Pour le Groupement des Scientifiques
pour l'Information sur l'Energie Nucléaire
La Présidente
Monique Sené

Neuilly, le 14 mai 1987

Madame la Présidente,
     Votre lettre du 16 mars 1987 relative à la centrale nucléaire de Nogent-sur-Seine a retenu toute mon attention.
     Les questions que vous soulevez concernent notamment l'impact d'un accident majeur à la centrale sur l'alimentation en eau potable de la Région Parisienne.
     Dès l'origine du projet, le Ministre de l'Environnement a demandé une prise en compte attentive et effective de ce problème. Récemment, le Gouvernement a procédé à la présentation d'une étude réalisée en 1985 par l'Agence Financière de Bassin Seine-Normandie dont je vous propose de trouver un exemplaire ci-joint, assorti des commentaires de l'Institut de Protection et de Sûreté Nucléaire. Les hypothèses retenues par cette étude apparaissent par trop pessimistes, les probabilités d'occurence des accidents retenus étant extrêmement faibles. De ce fait, il ne peut s'agir de s'appuyer sur les résultats de l'étude pour surdimensionner les équipements de sécurité de l'alimentation en eau potable. Mais au-delà du débat sur les hypothèses d'accident à retenir, il convient bien entendu de se préoccuper de la sécurité de l'alimentation en eau potable de la Région Parisienne contre les divers types de pollution accidentelles: accidents de navigation, rejets industriels, rejets radioactifs... C'est ce qui est fait avec le concours de l'Agence Financière de Bassin grâce à:
     - un réseau complexe d'interconnexion qui inclut la jonction Marne-Seine.
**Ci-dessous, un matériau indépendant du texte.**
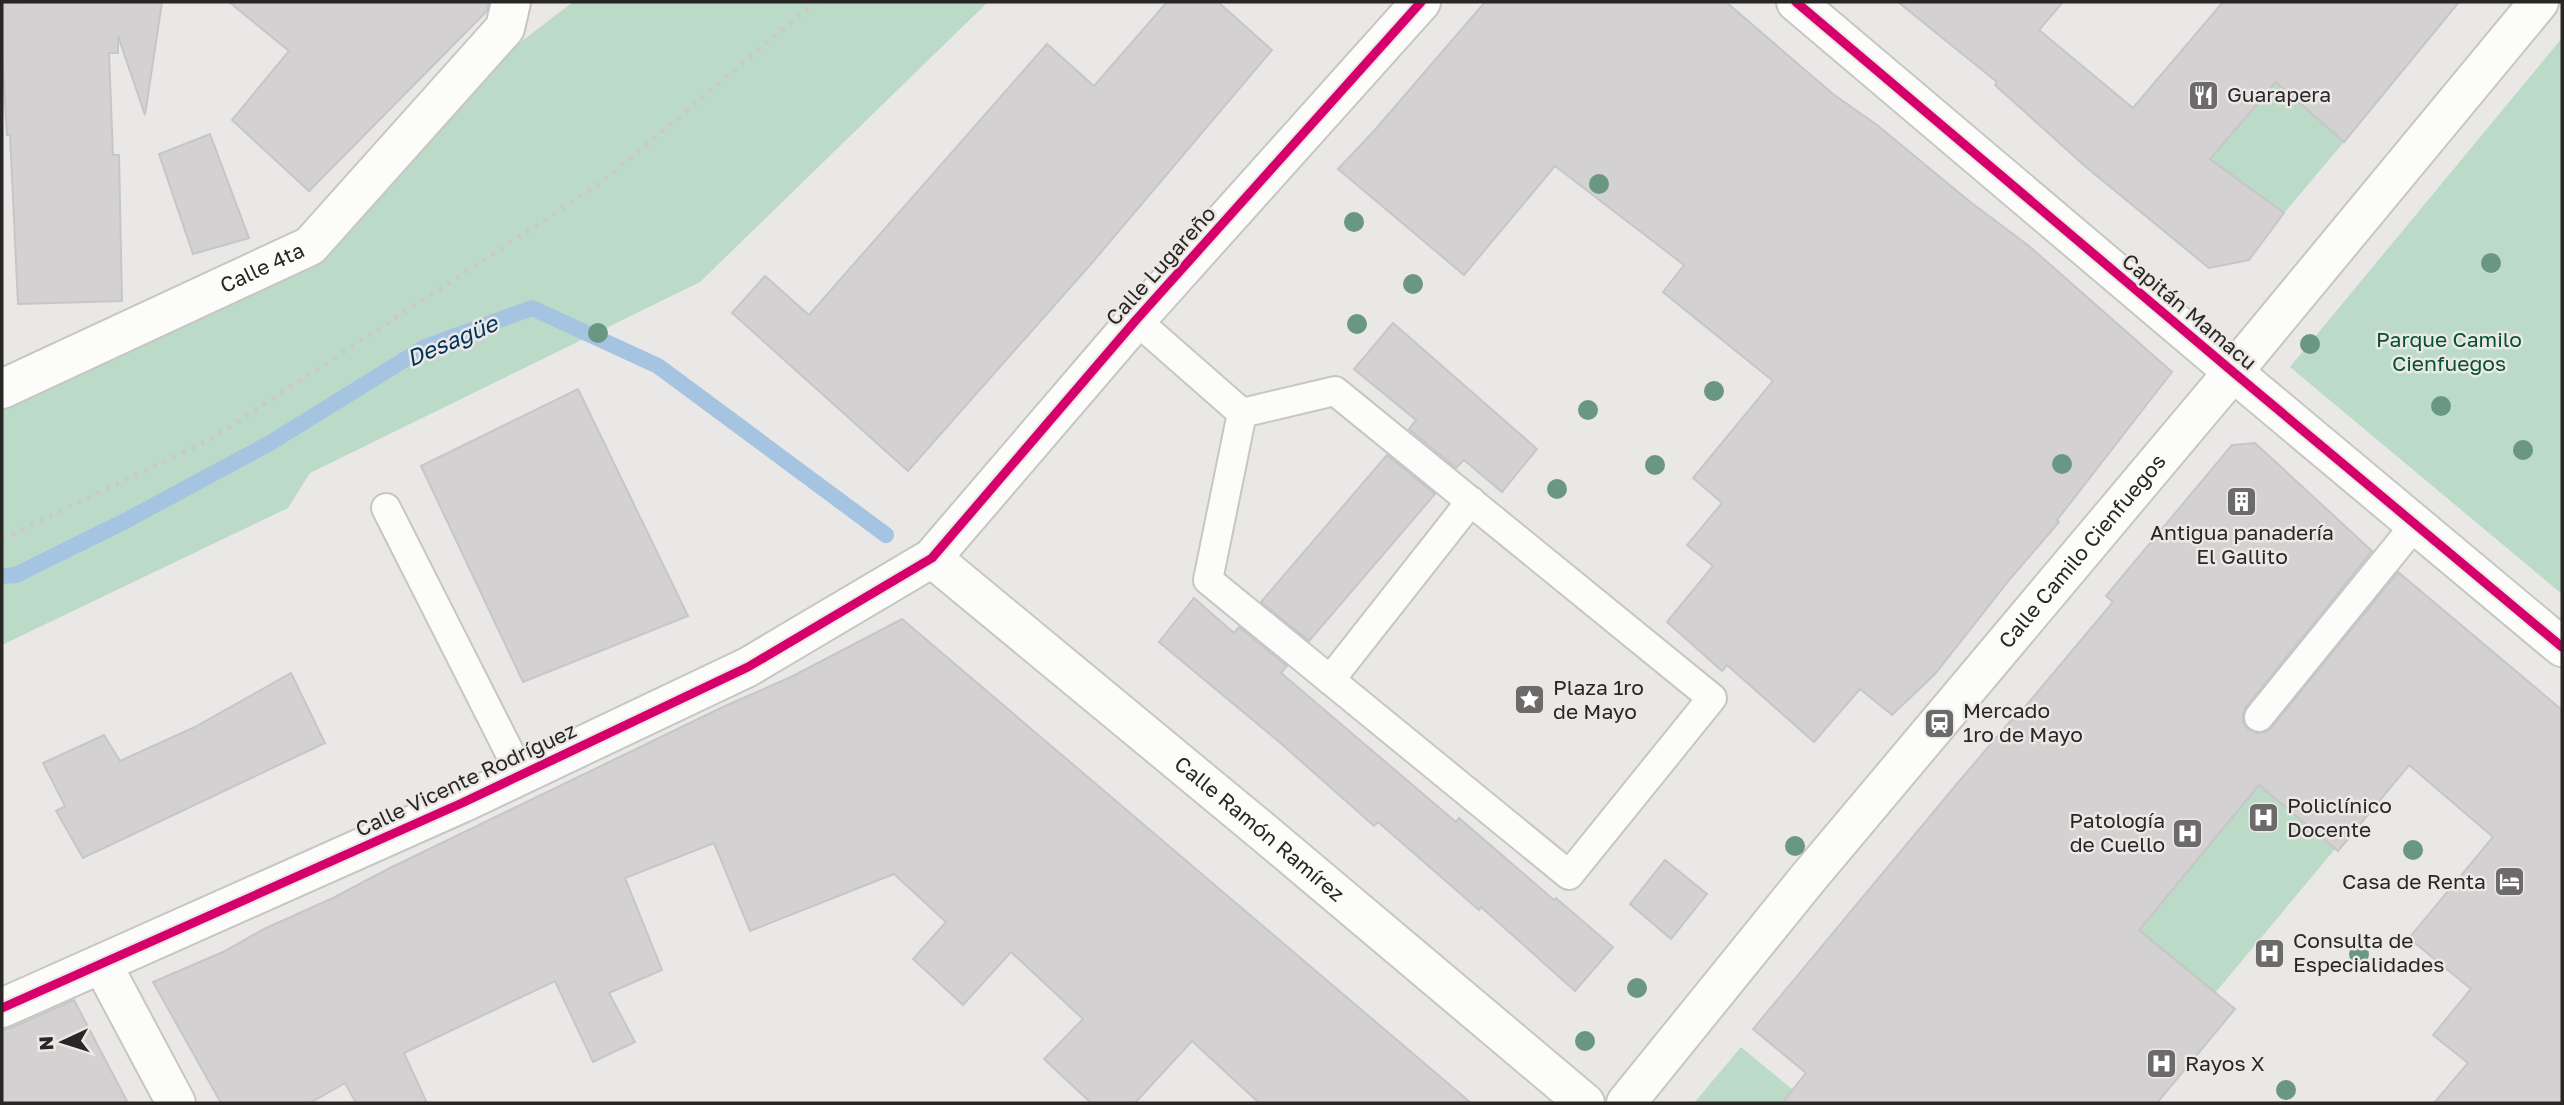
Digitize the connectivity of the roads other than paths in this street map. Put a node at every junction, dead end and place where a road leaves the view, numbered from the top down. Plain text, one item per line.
1 (511, 2) edge
2 (1421, 2) edge
3 (1796, 2) edge
4 (2539, 2) edge
5 (1136, 320) junction
6 (2233, 372) junction
7 (2, 389) edge
8 (1242, 413) junction
9 (1471, 501) junction
10 (386, 508) dead end
11 (2415, 525) junction
12 (932, 558) junction
13 (2562, 647) edge
14 (1330, 680) junction
15 (2259, 717) dead end
16 (521, 775) junction
17 (102, 964) junction
18 (2, 1008) edge
19 (176, 1103) edge
20 (1585, 1103) edge
21 (1626, 1103) edge

1 - 7 street, Calle 4ta
2 - 5 street, Calle Lugareño
3 - 6 street, Capitán Mamacu
4 - 6 street, Calle Camilo Cienfuegos
5 - 8 lane
5 - 12 street, Calle Lugareño
6 - 11 street, Capitán Mamacu
6 - 21 street, Calle Camilo Cienfuegos
8 - 9 lane
8 - 14 lane
9 - 14 lane
9 - 14 lane
10 - 16 lane
11 - 13 street, Capitán Mamacu
11 - 15 lane
12 - 16 street, Calle Vicente Rodríguez
12 - 20 street, Calle Ramón Ramírez
16 - 17 street, Calle Vicente Rodríguez
17 - 18 street, Calle Vicente Rodríguez
17 - 19 street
     - un ensemble de réservoirs.
     - des détecteurs de pollution sur les prises d'eau.
     - l'appel aux eaux souterraines et de services, qui fournissent 40% de l'eau de la région parisienne.
suite:
     Certes, il est vraisemblable aujourd'hui que la première tranche de la centrale de Nogent sera mise en service quelques mois avant l'interconnexion Seine-Marne, mais ce décalage ne paraît pas justifier un différé dans la mise en service de la centrale: en effet, il y a beaucoup d'autres dispositifs d'interconnexion et de stockages qui peuvent garantir une alimentation en eau au moins partielle de la Région Parisienne.
     Les autres questions soulevées par votre lettre appellent des réponses qui relèvent plus précisément des autorités de sûreté ou des autorités sanitaires. Je leur transmets votre lettre en les invitant à vous fournir l'information que vous souhaitez.
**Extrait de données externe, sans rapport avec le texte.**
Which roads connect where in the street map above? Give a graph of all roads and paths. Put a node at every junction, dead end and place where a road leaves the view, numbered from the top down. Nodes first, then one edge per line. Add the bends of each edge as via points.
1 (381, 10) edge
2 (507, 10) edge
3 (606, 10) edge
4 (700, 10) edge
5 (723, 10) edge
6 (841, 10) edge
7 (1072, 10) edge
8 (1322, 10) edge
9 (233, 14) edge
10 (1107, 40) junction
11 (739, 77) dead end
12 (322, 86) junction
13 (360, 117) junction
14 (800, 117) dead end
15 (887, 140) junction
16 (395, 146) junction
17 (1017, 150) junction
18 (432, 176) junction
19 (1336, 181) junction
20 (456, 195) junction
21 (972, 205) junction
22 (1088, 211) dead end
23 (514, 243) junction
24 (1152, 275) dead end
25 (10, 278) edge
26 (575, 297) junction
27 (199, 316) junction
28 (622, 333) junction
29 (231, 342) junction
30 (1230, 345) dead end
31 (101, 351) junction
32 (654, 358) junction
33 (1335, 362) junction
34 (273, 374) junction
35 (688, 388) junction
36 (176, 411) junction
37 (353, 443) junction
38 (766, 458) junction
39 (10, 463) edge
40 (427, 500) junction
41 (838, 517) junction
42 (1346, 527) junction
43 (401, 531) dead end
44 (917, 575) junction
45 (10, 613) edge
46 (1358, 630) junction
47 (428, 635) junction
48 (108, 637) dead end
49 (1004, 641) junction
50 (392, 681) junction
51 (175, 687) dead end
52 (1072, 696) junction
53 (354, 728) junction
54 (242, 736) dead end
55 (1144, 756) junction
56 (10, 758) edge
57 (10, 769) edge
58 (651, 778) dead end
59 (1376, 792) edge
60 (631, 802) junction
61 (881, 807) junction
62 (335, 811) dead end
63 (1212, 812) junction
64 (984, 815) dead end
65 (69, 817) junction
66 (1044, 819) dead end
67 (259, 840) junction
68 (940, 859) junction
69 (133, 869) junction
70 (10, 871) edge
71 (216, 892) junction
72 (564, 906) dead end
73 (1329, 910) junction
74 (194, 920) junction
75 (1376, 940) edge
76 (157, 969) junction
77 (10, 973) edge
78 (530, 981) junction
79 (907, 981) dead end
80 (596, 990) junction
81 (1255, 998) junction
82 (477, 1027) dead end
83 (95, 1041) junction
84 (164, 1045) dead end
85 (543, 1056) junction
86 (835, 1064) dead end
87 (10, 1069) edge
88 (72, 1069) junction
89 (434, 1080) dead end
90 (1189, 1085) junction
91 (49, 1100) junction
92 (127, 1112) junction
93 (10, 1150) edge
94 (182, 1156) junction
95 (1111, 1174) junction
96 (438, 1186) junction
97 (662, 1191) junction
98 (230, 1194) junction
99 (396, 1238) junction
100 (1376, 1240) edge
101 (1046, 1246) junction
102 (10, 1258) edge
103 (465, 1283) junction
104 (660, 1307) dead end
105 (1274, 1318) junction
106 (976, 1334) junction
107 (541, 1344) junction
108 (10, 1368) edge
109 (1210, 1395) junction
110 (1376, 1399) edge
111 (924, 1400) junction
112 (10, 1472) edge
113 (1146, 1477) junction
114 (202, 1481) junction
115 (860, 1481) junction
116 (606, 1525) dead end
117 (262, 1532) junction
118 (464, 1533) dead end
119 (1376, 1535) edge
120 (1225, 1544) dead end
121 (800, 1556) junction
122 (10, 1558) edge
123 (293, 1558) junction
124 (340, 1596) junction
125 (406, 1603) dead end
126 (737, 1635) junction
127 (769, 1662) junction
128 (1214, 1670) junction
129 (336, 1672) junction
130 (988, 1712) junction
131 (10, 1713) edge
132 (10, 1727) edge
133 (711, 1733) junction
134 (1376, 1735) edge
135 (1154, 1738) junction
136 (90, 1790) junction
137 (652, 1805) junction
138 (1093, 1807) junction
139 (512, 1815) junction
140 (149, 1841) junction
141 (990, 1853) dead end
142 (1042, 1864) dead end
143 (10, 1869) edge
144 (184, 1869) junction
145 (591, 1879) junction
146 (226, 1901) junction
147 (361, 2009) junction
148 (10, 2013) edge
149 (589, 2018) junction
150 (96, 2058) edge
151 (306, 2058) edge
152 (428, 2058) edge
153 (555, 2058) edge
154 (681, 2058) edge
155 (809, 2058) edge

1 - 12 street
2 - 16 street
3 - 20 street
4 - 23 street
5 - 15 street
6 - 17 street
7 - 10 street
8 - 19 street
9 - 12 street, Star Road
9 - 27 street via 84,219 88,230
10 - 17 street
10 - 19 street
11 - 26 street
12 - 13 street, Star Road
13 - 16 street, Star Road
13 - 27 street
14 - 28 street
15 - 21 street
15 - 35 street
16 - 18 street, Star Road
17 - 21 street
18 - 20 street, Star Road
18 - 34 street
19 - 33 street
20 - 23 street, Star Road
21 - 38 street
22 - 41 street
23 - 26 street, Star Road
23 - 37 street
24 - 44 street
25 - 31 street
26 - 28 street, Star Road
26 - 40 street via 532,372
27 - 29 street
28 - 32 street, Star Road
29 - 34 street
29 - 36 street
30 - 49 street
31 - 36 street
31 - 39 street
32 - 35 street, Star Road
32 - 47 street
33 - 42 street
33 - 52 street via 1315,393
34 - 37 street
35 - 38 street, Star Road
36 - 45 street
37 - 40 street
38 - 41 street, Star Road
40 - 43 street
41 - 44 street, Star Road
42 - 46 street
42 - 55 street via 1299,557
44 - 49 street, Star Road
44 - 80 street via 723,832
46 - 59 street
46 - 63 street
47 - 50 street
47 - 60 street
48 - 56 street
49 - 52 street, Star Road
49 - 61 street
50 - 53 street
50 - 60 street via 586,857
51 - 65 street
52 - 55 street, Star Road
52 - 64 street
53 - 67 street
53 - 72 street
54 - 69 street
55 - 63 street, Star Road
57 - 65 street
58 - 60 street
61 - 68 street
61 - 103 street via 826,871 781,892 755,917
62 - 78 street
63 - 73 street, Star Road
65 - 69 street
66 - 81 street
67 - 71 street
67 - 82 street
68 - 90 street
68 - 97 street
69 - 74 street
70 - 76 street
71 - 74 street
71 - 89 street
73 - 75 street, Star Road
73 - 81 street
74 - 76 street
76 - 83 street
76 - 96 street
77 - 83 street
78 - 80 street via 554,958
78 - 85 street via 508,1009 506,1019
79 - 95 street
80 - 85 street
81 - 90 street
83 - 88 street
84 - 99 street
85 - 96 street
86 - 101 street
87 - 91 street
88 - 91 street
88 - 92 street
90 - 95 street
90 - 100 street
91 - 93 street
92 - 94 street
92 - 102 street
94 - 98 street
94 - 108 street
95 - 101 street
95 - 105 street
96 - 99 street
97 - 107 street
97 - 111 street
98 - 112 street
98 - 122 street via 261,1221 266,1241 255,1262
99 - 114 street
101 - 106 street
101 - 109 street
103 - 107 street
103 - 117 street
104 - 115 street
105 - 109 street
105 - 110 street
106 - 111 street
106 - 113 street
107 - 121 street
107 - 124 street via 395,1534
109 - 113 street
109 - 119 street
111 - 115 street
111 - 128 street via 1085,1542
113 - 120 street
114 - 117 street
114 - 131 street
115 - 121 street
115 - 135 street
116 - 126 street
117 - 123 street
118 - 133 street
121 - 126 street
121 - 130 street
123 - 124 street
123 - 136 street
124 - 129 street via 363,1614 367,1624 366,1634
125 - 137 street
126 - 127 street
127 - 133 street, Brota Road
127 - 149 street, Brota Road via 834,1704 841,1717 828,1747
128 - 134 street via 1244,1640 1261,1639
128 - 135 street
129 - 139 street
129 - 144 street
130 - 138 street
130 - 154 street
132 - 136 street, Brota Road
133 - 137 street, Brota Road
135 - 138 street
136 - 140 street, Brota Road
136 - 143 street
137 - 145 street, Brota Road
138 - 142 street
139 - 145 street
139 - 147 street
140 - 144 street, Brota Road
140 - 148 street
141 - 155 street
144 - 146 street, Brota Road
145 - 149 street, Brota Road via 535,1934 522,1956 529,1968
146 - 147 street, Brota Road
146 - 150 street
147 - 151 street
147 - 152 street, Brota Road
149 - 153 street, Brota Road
     Veuillez agréer, Madame la Présidente, l'expression de mes hommages respectueux.
Le Directeur de la Prévention des Pollutions
Thierry CHAMBOLLE


B. L'accident majeur à Nogent-sur-Seine et l'alimentation en eau de la Région Parisienne

     Le 16 mars 1987, le Groupement des Scientifiques pour l'Information sur l'Energie Nucléaire (GSIEN) a envoyé au Ministre de l'Environnement une lettre résumant quelques questions concernant la centrale de Nogent-sur-Seine.
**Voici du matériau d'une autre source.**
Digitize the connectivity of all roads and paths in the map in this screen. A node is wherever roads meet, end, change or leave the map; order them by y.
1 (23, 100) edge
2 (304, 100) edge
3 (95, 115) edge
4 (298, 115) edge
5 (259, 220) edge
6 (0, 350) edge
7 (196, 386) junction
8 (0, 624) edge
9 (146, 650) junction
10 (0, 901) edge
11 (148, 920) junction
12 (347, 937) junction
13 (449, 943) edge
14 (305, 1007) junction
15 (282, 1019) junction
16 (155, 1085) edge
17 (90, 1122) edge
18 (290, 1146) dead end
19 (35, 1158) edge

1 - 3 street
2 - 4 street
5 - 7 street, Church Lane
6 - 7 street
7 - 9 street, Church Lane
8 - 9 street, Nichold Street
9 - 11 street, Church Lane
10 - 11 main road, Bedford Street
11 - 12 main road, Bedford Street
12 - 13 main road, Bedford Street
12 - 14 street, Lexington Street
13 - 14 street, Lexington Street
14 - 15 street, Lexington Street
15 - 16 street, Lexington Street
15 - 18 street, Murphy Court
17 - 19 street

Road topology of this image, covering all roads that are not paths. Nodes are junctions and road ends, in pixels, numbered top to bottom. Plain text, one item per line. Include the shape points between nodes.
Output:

     Le lendemain de la clôture de l'enquête publique relative à la demande d'autorisation des rejets d'effluents radioactifs, Monsieur Carignon rendait publics certains documents gardés secrets jusqu'à maintenant. Nous présentons un résumé de nos commentaires.
     Quelques remarques préalables:
     1. Il ne s'agit pas d'une étude des Autorités de Sûreté des installations nucléaires mais de l'Agence Financière de Bassin (AFB) Seine Normandie. L'AFB ne pouvant obtenir des renseignements des responsables de la sûreté, a décidé en 1985 d'effectuer elle-même l'étude d'impact d'un accident majeur à Nogent-sur-Seine.
     2. L'étude de l'AFB n'était pas confidentielle mais elle a été interdite de publication.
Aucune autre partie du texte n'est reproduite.